## What needs to be done
While reading through the material below, copy each line that holds the word "pixels".

§

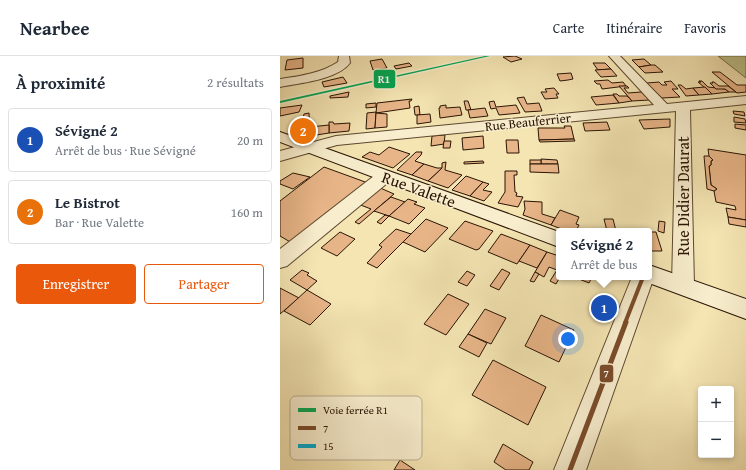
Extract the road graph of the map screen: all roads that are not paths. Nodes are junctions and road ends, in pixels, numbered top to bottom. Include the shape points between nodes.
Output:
1 (344, 56) edge
2 (619, 56) edge
3 (280, 83) edge
4 (746, 100) edge
5 (683, 106) junction
6 (664, 108) junction
7 (280, 137) edge
8 (310, 148) junction
9 (280, 156) edge
10 (385, 176) junction
11 (556, 239) edge
12 (280, 260) edge
13 (652, 275) edge
14 (642, 280) edge
15 (683, 285) junction
16 (746, 309) edge
17 (570, 470) edge

1 - 3 street via 344,63 336,70
2 - 6 street
4 - 5 street, Rue Beauferrier
5 - 6 street, Rue Beauferrier
5 - 15 street, Rue Didier Daurat
6 - 8 street, Rue Beauferrier via 336,141
7 - 8 main road, Rue Valette
8 - 9 street, Rue Beauferrier
8 - 10 main road, Rue Valette
10 - 11 main road, Rue Valette
10 - 12 street
13 - 15 main road
14 - 17 street
15 - 16 main road

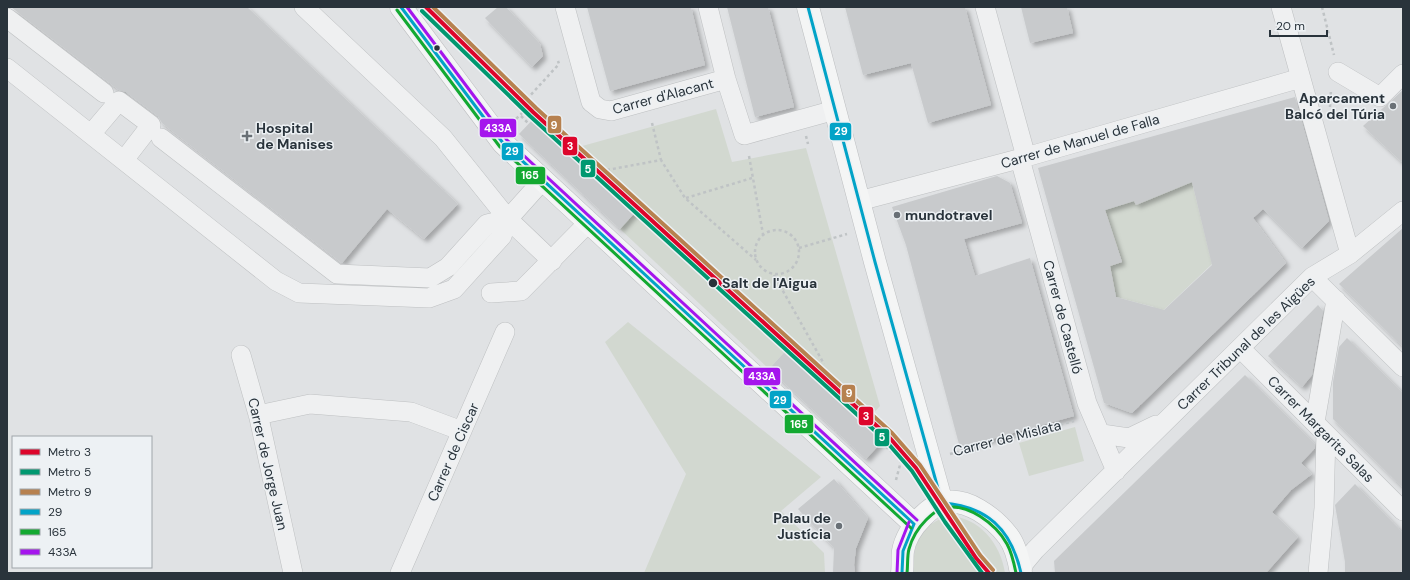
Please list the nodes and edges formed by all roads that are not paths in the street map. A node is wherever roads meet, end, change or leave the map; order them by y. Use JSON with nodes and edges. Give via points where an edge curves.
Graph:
{"nodes":[{"id":1,"x":304,"y":7,"type":"edge"},
{"id":2,"x":400,"y":7,"type":"edge"},
{"id":3,"x":565,"y":7,"type":"edge"},
{"id":4,"x":708,"y":7,"type":"edge"},
{"id":5,"x":808,"y":7,"type":"edge"},
{"id":6,"x":985,"y":7,"type":"edge"},
{"id":7,"x":1281,"y":7,"type":"edge"},
{"id":8,"x":7,"y":18,"type":"edge"},
{"id":9,"x":7,"y":68,"type":"edge"},
{"id":10,"x":1338,"y":72,"type":"dead end"},
{"id":11,"x":1403,"y":74,"type":"edge"},
{"id":12,"x":1301,"y":78,"type":"junction"},
{"id":13,"x":726,"y":79,"type":"junction"},
{"id":14,"x":104,"y":93,"type":"dead end"},
{"id":15,"x":835,"y":110,"type":"junction"},
{"id":16,"x":91,"y":134,"type":"junction"},
{"id":17,"x":162,"y":138,"type":"dead end"},
{"id":18,"x":1023,"y":158,"type":"junction"},
{"id":19,"x":124,"y":160,"type":"junction"},
{"id":20,"x":543,"y":180,"type":"junction"},
{"id":21,"x":859,"y":201,"type":"junction"},
{"id":22,"x":1403,"y":211,"type":"edge"},
{"id":23,"x":508,"y":219,"type":"junction"},
{"id":24,"x":589,"y":222,"type":"junction"},
{"id":25,"x":1350,"y":254,"type":"junction"},
{"id":26,"x":552,"y":261,"type":"junction"},
{"id":27,"x":1312,"y":277,"type":"junction"},
{"id":28,"x":491,"y":293,"type":"dead end"},
{"id":29,"x":1336,"y":300,"type":"junction"},
{"id":30,"x":505,"y":332,"type":"dead end"},
{"id":31,"x":1240,"y":348,"type":"junction"},
{"id":32,"x":241,"y":355,"type":"dead end"},
{"id":33,"x":1403,"y":367,"type":"edge"},
{"id":34,"x":258,"y":414,"type":"junction"},
{"id":35,"x":1166,"y":421,"type":"junction"},
{"id":36,"x":1321,"y":428,"type":"junction"},
{"id":37,"x":462,"y":431,"type":"junction"},
{"id":38,"x":1102,"y":434,"type":"junction"},
{"id":39,"x":1116,"y":471,"type":"junction"},
{"id":40,"x":942,"y":503,"type":"junction"},
{"id":41,"x":1403,"y":511,"type":"edge"},
{"id":42,"x":914,"y":524,"type":"junction"},
{"id":43,"x":1021,"y":572,"type":"edge"},
{"id":44,"x":293,"y":573,"type":"edge"},
{"id":45,"x":400,"y":573,"type":"edge"},
{"id":46,"x":902,"y":573,"type":"edge"},
{"id":47,"x":1318,"y":573,"type":"edge"}],
"edges":[{"from":1,"to":23,"type":"street","via":[[443,138]]},
{"from":2,"to":20,"type":"main road","via":[[503,142]]},
{"from":3,"to":13,"type":"street","name":"Carrer d'Alacant","via":[[591,102],[600,109],[611,111]]},
{"from":4,"to":13,"type":"street"},
{"from":5,"to":15,"type":"main road"},
{"from":6,"to":18,"type":"street","name":"Carrer de Castelló"},
{"from":7,"to":12,"type":"street"},
{"from":8,"to":14,"type":"street"},
{"from":9,"to":16,"type":"street"},
{"from":10,"to":11,"type":"street","via":[[1380,97]]},
{"from":12,"to":18,"type":"street","name":"Carrer de Manuel de Falla"},
{"from":12,"to":25,"type":"street"},
{"from":13,"to":15,"type":"street","via":[[744,135]]},
{"from":15,"to":21,"type":"main road"},
{"from":16,"to":19,"type":"street"},
{"from":16,"to":19,"type":"street","via":[[120,101],[151,125]]},
{"from":17,"to":23,"type":"street","via":[[338,274],[430,278],[448,267],[487,224]]},
{"from":18,"to":21,"type":"street","name":"Carrer de Manuel de Falla"},
{"from":18,"to":38,"type":"street","name":"Carrer de Castelló","via":[[1087,403]]},
{"from":19,"to":23,"type":"street","via":[[276,280],[299,293],[429,298],[454,290],[502,236]]},
{"from":20,"to":23,"type":"street"},
{"from":20,"to":24,"type":"main road"},
{"from":21,"to":40,"type":"main road"},
{"from":22,"to":25,"type":"street","name":"Carrer Tribunal de les Aigües"},
{"from":23,"to":26,"type":"street"},
{"from":24,"to":26,"type":"street"},
{"from":24,"to":42,"type":"main road"},
{"from":25,"to":27,"type":"street","name":"Carrer Tribunal de les Aigües"},
{"from":26,"to":28,"type":"street","via":[[521,291]]},
{"from":27,"to":29,"type":"street"},
{"from":27,"to":31,"type":"street","name":"Carrer Tribunal de les Aigües"},
{"from":29,"to":33,"type":"street"},
{"from":29,"to":36,"type":"street"},
{"from":30,"to":37,"type":"street","name":"Carrer de Ciscar"},
{"from":31,"to":35,"type":"street","name":"Carrer Tribunal de les Aigües"},
{"from":31,"to":36,"type":"street","name":"Carrer Margarita Salas"},
{"from":32,"to":34,"type":"street","name":"Carrer de Jorge Juan"},
{"from":34,"to":37,"type":"street","via":[[310,404],[411,412]]},
{"from":34,"to":44,"type":"street","name":"Carrer de Jorge Juan"},
{"from":35,"to":38,"type":"street","via":[[1129,438]]},
{"from":35,"to":39,"type":"street","name":"Carrer Tribunal de les Aigües"},
{"from":36,"to":41,"type":"street","name":"Carrer Margarita Salas"},
{"from":36,"to":47,"type":"street","via":[[1324,508]]},
{"from":37,"to":45,"type":"street","name":"Carrer de Ciscar"},
{"from":38,"to":39,"type":"street","name":"Carrer de Castelló"},
{"from":39,"to":43,"type":"street","name":"Carrer Tribunal de les Aigües","via":[[1035,550]]},
{"from":40,"to":42,"type":"main road"},
{"from":40,"to":43,"type":"main road","via":[[968,505],[995,522],[1008,536]]},
{"from":42,"to":46,"type":"main road","via":[[903,551]]}]}
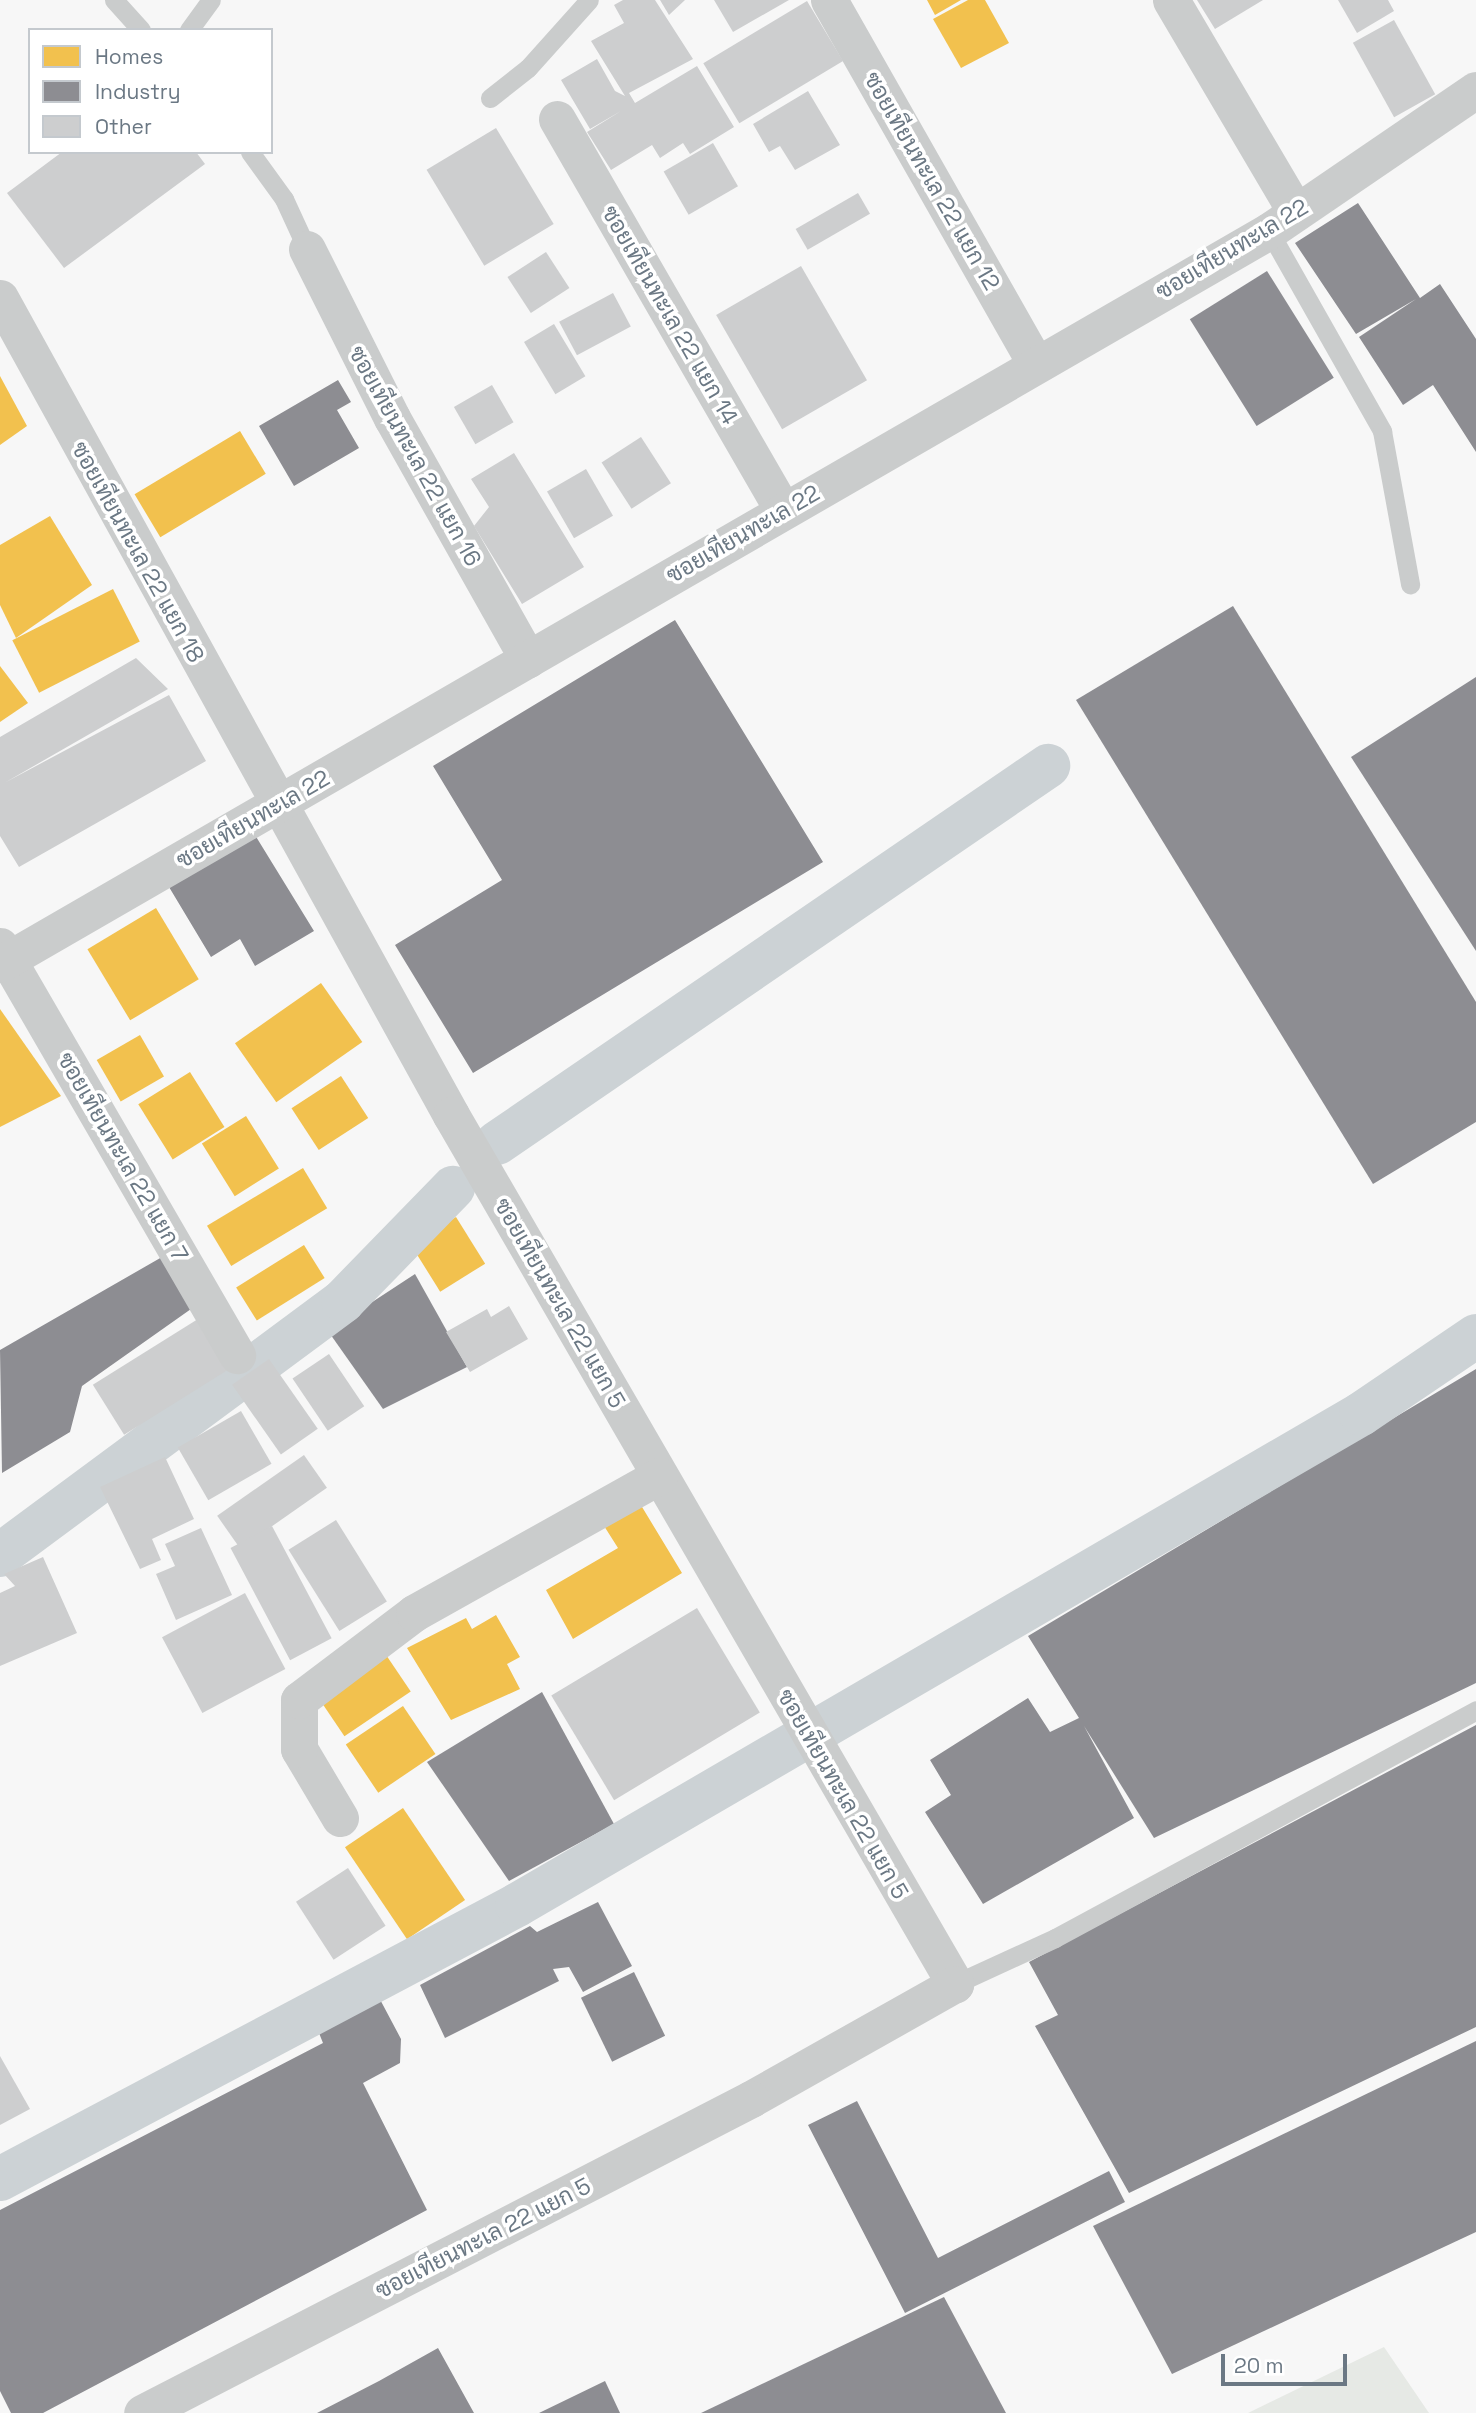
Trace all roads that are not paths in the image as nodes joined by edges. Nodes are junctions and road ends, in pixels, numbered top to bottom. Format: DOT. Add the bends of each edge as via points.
graph roads {
  1 [pos="114,0"];
  2 [pos="211,0"];
  3 [pos="589,0"];
  4 [pos="828,0"];
  5 [pos="1171,0"];
  6 [pos="139,28"];
  7 [pos="190,28"];
  8 [pos="1476,90"];
  9 [pos="490,99"];
  10 [pos="557,119"];
  11 [pos="251,154"];
  12 [pos="1282,222"];
  13 [pos="307,249"];
  14 [pos="0,298"];
  15 [pos="1035,363"];
  16 [pos="783,510"];
  17 [pos="1410,584"];
  18 [pos="528,659"];
  19 [pos="281,803"];
  20 [pos="3,956"];
  21 [pos="237,1354"];
  22 [pos="659,1476"];
  23 [pos="1476,1710"];
  24 [pos="340,1818"];
  25 [pos="955,1984"];
  26 [pos="142,2413"];
  1 -- 6 [label="lane"];
  2 -- 7 [label="lane"];
  3 -- 9 [label="lane" via="528,68"];
  4 -- 15 [label="street, ซอยเทียนทะเล 22 แยก 12"];
  5 -- 12 [label="street"];
  8 -- 12 [label="street, ซอยเทียนทะเล 22"];
  10 -- 16 [label="street, ซอยเทียนทะเล 22 แยก 14"];
  11 -- 13 [label="lane" via="284,199"];
  12 -- 15 [label="street, ซอยเทียนทะเล 22"];
  12 -- 17 [label="lane" via="1382,431"];
  13 -- 18 [label="street, ซอยเทียนทะเล 22 แยก 16" via="392,418"];
  14 -- 19 [label="street, ซอยเทียนทะเล 22 แยก 18" via="169,612"];
  15 -- 16 [label="street, ซอยเทียนทะเล 22"];
  16 -- 18 [label="street, ซอยเทียนทะเล 22"];
  18 -- 19 [label="street, ซอยเทียนทะเล 22"];
  19 -- 20 [label="street, ซอยเทียนทะเล 22"];
  19 -- 22 [label="street, ซอยเทียนทะเล 22 แยก 5"];
  20 -- 21 [label="street, ซอยเทียนทะเล 22 แยก 7"];
  22 -- 24 [label="street" via="414,1613 299,1700 299,1749"];
  22 -- 25 [label="street, ซอยเทียนทะเล 22 แยก 5"];
  23 -- 25 [label="lane" via="1055,1938"];
  25 -- 26 [label="street, ซอยเทียนทะเล 22 แยก 5" via="751,2099"];
}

§

## Solution to the problem
Extract the road graph of the map screen: all roads that are not paths. Nodes are junctions and road ends, in pixels, numbered top to bottom. Include the shape points between nodes.
Trace all roads that are not paths in the image as nodes joined by edges. Nodes are junctions and road ends, in pixels, numbered top to bottom. Format: DOT. Add the bends of each edge as via points.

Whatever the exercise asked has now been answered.